On HiDPI (2x DPI on Apple Retina), its, eh, all of them are readable but
fatiguing, no clear winner.

On my 3x dpi Android phone, its the least bad due to just the shear number of
pixels. In Firefox and in Chrome, it still exhibits a lot of oddity. The stems
are inconsistent in their width (being skinny and being at such high DPI makes
it very noticeable), and the visual rhythm of the words is even worse.

I don't even want to read the article anymore, screw it.

------
HillaryBriss
If the owners of the almond orchards were, say, thousands of small farmers
instead of a billionaire, I think I could put a really positive slant on this
story:

* The amount of protein one gets from almonds per unit of water is far higher than the amount of protein one gets from raising livestock

* Almonds are considered a relatively healthy food with relatively high quantities of antioxidants (including vitamin e)

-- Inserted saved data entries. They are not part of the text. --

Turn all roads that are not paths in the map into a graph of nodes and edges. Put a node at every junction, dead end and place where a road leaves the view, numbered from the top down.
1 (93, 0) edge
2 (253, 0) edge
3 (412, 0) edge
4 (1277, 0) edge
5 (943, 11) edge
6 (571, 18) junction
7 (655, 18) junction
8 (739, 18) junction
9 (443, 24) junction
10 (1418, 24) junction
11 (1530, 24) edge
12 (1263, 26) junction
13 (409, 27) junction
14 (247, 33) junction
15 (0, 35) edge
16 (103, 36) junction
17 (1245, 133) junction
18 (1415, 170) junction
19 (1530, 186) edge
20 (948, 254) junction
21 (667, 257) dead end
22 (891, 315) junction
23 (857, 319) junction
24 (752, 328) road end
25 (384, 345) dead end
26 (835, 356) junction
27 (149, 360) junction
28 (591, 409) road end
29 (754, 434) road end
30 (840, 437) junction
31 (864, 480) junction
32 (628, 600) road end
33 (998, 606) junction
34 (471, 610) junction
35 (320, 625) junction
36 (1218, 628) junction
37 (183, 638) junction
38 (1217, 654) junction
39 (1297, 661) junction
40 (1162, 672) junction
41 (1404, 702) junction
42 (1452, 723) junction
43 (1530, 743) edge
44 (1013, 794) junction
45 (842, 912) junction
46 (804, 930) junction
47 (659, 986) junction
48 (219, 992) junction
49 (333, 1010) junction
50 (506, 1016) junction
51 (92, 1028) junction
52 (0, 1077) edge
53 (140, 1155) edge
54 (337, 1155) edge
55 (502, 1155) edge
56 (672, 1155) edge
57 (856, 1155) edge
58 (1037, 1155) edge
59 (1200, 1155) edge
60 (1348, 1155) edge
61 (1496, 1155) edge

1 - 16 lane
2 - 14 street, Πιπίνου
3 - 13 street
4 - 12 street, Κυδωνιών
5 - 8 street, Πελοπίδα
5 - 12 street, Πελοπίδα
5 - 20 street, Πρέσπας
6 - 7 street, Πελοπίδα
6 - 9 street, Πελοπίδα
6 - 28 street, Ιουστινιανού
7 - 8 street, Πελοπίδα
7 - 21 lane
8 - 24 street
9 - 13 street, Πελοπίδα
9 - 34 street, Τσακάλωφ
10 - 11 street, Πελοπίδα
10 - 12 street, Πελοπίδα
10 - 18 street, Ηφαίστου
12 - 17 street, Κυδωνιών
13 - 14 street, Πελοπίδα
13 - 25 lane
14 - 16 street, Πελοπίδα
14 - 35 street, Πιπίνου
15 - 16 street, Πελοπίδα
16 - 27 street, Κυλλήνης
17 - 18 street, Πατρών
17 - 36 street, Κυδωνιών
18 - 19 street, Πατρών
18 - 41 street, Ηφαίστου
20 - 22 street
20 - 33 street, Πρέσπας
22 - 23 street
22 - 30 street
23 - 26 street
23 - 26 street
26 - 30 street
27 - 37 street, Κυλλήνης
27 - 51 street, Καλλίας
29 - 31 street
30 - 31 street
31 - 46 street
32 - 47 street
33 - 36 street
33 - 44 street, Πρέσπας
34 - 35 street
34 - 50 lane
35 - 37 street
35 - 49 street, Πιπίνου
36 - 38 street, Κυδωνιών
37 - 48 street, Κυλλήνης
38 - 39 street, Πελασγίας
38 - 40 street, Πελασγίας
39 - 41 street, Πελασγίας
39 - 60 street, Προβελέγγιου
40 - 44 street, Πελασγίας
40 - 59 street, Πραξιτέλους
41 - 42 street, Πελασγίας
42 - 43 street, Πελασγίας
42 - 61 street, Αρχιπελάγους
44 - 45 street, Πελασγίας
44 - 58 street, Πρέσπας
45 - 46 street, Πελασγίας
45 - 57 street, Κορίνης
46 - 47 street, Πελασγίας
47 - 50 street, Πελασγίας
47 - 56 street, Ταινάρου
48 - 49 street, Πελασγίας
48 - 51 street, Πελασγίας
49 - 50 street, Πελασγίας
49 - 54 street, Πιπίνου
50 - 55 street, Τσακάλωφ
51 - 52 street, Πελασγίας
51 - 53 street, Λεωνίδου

* Almond trees sequester carbon but livestock create additional methane -- one of the worst greenhouse gases

* Trees clean the air of other pollutants

* At least some of the water used to water almond trees soaks back into the ground without becoming fouled by animal waste products

* California water policies are helping the little guy -- the small farmer and poor immigrants

------
jacobush
There was an article on HN some time back, which chronicled the life of a
surveyor who presented evidence to the Congress early in the history of the
United States. He basically said that state lines were being drawn all wrong
and that conflict over water would be baked in.

Can't for the life of me remember his name or google it up, but it looks
_very_ apt for this discussion.

------
hourislate
California is a special place. No where else in the USA/Canada do you have
such a wonderful climate where you can have so many growing seasons (6?). It
is the Bread Basket of NA.

It would be worth helping find a solution to provide this area of the country
with water.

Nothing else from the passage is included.